Supporting PCA - Githubissues

sebastian commented 6 years ago

We want to support Principle Component Analysis as an advanced analytics option.

For an intro to PCA and how it looks in R it's worth looking at these three videos:

Part 1: https://www.youtube.com/watch?v=5zk93CpKYhg
Part 2: https://www.youtube.com/watch?v=I5GxNzKLIoU
Using built-in functions – https://www.youtube.com/watch?v=oZ2nfIPdvjY

The way I envision the feature working:

On the data source page we add a tabbed menu at the top where the analyst can select between descriptive and advanced analytics (descriptive is what we do today)
On the advanced analytics page we offer PCA as the option, and show past PCAs that have been done
The analyst can click a button to have a new analysis done
The analyst chooses a table or view that should be the input for the analysis
The analyst chooses a subset of the columns in the selected table/view that should be used
The analyst then clicks "Run analysis" or something equivalent upon which we run an off the shelf PCA analysis on the raw data in the cloak
Upon completion we show a summary of the useful information. What exactly we show we need to evolve in collaboration with analysts, but a sane start seems to be the:
- eigenvectors
- the eigenvalues
- a bi-plot of the two first principle components
We can allow the analyst to save an analysis for later perusal
We allow the analyst to create a new view based on the analysis allowing the analyst to query the content of the principle components. The view could look something like what is shown below
What would be really cool is if we showed an anonymized heatmap of value frequencies within the bi-plot too

SELECT   
  user_id,  
  pca([col1, col2, col3], [eigenvector1,...]) as pc1, -- eigenvalue: eigenvalue1
  pca([col1, col2, col3], [eigenvector2,...]) as pc2, -- eigenvalue: eigenvalue2
  ...
FROM original_input_table_or_source

Let's keep the scope limited for now.

Things that need to be done first:

[ ] What do we need to do to make this safe? The current thinking is that it's sufficient to do extreme value replacement for each of the selected dimensions individually

In parallel we can in parallel do the following:

Allow a PCA to be run over the numerical columns only
Use an of the shelf PCA implementation
Show the principle components along with eigenvalues and eigenvectors

Then we iterate from there and get fancy as we get smarter.

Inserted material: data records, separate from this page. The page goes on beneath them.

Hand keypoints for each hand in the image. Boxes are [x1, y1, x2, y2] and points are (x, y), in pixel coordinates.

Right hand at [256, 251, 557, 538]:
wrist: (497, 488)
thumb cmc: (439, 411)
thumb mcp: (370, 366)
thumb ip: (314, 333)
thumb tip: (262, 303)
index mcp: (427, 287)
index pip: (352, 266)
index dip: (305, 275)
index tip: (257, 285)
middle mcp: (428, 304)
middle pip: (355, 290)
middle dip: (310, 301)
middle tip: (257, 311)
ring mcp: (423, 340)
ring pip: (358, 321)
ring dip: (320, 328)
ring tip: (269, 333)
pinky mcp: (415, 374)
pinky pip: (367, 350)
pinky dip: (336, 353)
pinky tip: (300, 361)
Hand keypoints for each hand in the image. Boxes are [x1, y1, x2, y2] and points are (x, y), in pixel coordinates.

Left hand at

sebastian commented 6 years ago

Just as a note for the future: while normal PCA is for continuous variables, there are "equivalent"/alternatives for data sets including non-linear components/categorical values. See this stackexchange question.

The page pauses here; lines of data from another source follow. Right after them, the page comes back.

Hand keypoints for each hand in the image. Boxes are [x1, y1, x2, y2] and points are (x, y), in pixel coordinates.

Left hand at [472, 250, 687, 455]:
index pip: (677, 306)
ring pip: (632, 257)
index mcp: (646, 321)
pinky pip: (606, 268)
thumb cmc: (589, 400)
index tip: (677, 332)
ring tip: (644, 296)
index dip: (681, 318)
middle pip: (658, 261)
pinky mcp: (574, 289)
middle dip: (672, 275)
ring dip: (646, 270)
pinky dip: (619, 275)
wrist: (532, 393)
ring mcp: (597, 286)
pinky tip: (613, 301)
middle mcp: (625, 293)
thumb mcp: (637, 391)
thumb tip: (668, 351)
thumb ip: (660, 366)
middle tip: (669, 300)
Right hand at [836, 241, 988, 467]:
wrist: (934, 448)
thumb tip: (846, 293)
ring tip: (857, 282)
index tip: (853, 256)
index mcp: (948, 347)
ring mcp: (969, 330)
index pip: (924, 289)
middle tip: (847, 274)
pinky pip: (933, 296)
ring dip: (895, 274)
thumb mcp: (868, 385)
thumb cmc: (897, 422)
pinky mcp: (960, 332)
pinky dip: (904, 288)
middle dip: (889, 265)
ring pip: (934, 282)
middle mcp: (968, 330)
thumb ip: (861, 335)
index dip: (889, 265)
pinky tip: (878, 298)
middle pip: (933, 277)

Also: I think it would be worth looking for a pure C/C++ implementation that we can use from Elixir. That way we don't need to copy all the data into Elixir, then out to some external process... much better to use some implementation that can share the memory space of our Elixir process!

https://github.com/mlpack/mlpack (implements a lot of algorithms that could come in handy)
https://sourceforge.net/projects/libpca/
https://en.wikipedia.org/wiki/Principal_component_analysis#Software/source_code

Some more potentially useful information:

http://www.gastonsanchez.com/visually-enforced/how-to/2012/06/17/PCA-in-R/

sasa1977 commented 6 years ago

I looked a bit at how outliers play a role in PCA. It appears that PCA can be sensitive to extreme values.

Here's an example of data with 90% of datapoints with high variables correlation, and 10% outliers where variables are not correlated:

The two pairs of arrows represent PCA computed only with correlated data (PC* cor) and with all the data, including outliers. What we can see is that with outliers, the principal components are swapped. I experimented with a smaller ratio of outliers, and my impression is that below 5% the outliers don't affect the chosen principal components.

I also did a quick/dirty experiment where I replaced each 10 percentile extreme value with a random value from the next 10 percentile block.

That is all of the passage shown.